## Problem details
Lift every line from the entries that includes the word "ring".

## Input records
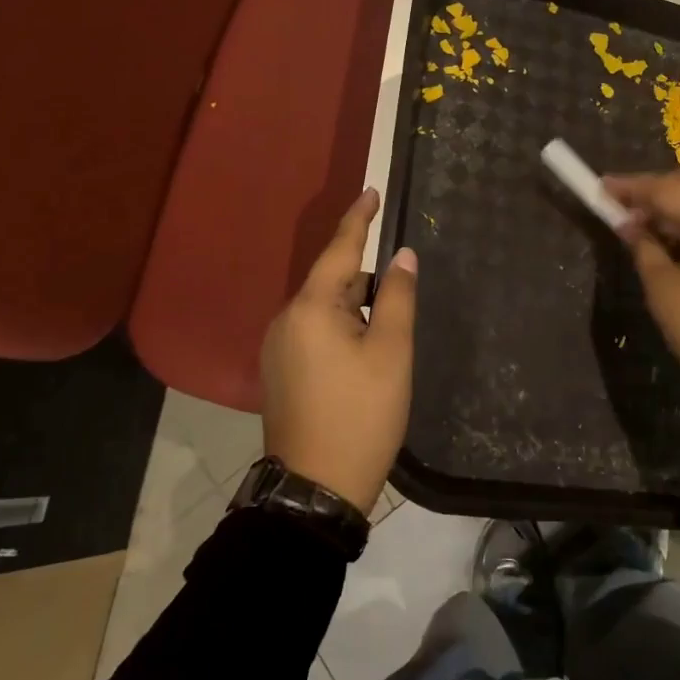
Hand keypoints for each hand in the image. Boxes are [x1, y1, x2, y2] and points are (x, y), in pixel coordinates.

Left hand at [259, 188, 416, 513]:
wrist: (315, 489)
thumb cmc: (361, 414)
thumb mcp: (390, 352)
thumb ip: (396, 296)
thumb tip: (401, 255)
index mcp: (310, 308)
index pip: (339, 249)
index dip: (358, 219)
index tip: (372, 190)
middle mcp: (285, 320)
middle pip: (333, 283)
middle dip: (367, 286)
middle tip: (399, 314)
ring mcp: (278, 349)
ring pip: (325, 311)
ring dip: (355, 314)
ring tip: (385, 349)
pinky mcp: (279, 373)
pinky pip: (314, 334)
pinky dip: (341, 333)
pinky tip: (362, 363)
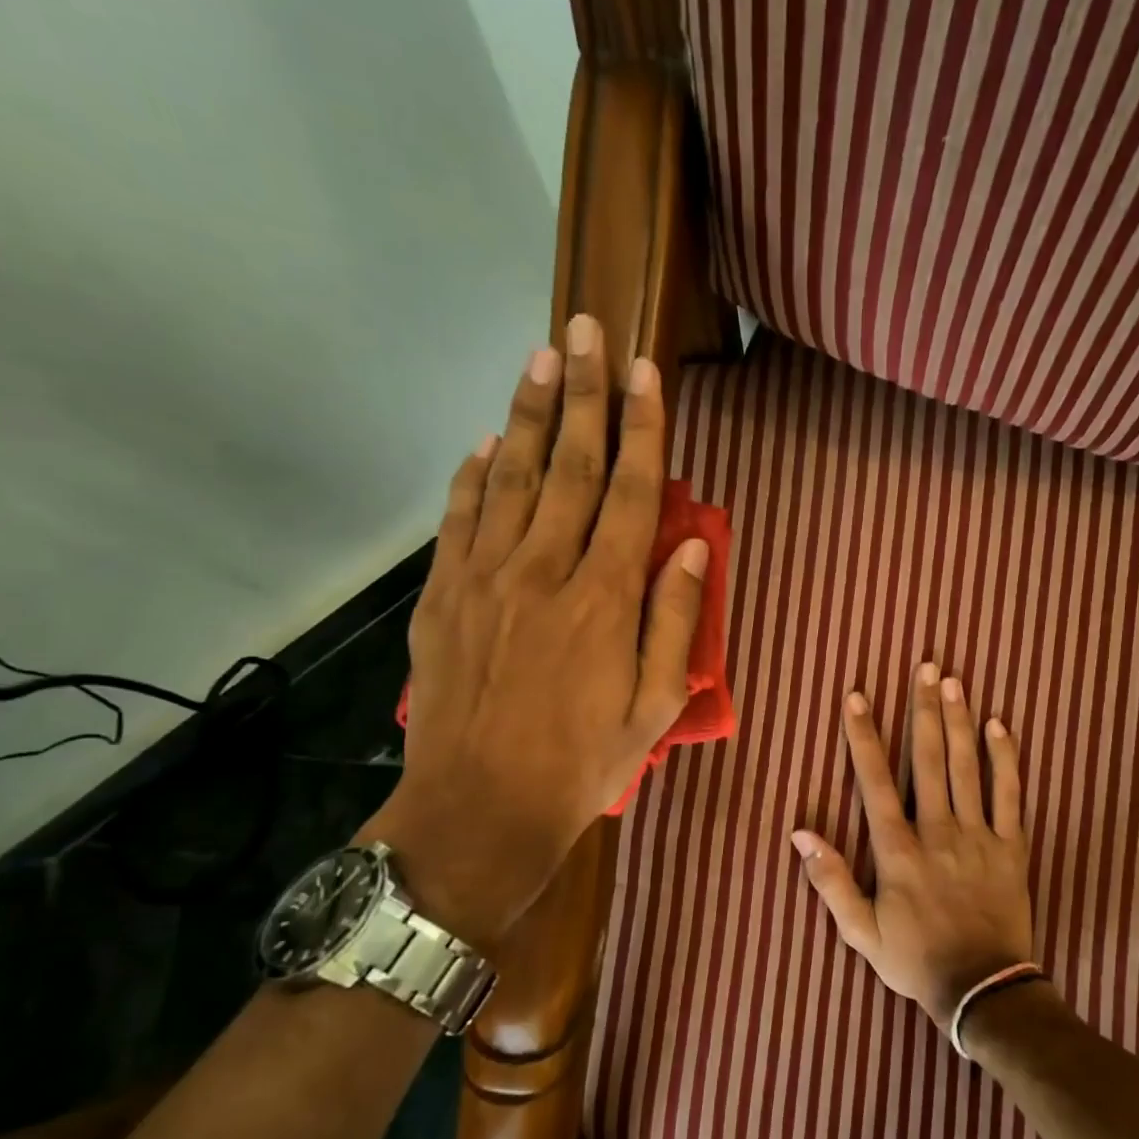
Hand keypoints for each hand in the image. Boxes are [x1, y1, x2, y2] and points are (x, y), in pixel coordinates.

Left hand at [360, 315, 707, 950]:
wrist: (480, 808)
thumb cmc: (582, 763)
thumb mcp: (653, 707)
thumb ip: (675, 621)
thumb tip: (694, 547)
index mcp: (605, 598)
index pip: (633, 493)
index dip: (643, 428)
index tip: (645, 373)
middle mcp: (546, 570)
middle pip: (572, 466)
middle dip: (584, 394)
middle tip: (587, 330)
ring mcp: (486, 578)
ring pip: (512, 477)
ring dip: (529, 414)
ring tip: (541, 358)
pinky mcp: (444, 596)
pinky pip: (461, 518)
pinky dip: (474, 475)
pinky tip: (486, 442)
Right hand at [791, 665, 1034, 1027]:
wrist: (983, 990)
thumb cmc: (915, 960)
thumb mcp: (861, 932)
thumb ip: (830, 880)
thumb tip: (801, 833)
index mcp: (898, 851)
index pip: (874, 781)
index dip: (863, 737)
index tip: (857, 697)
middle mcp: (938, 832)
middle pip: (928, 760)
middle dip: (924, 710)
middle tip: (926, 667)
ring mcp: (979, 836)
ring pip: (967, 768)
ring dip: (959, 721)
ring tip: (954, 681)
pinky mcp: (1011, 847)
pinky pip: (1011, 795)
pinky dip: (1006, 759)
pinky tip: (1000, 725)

## Task answer
ring mcp: (278, 349)
ring pip: (325, 311)
ring dip: (355, 314)
ring tip: (385, 349)
ring mcp: (486, 578)
ring pip: (512, 477)
ring dip: (529, 414)
ring tip: (541, 358)
ring mcp: (979, 836)
ring pip: (967, 768)
ring dip: (959, 721)
ring tip: (954, 681)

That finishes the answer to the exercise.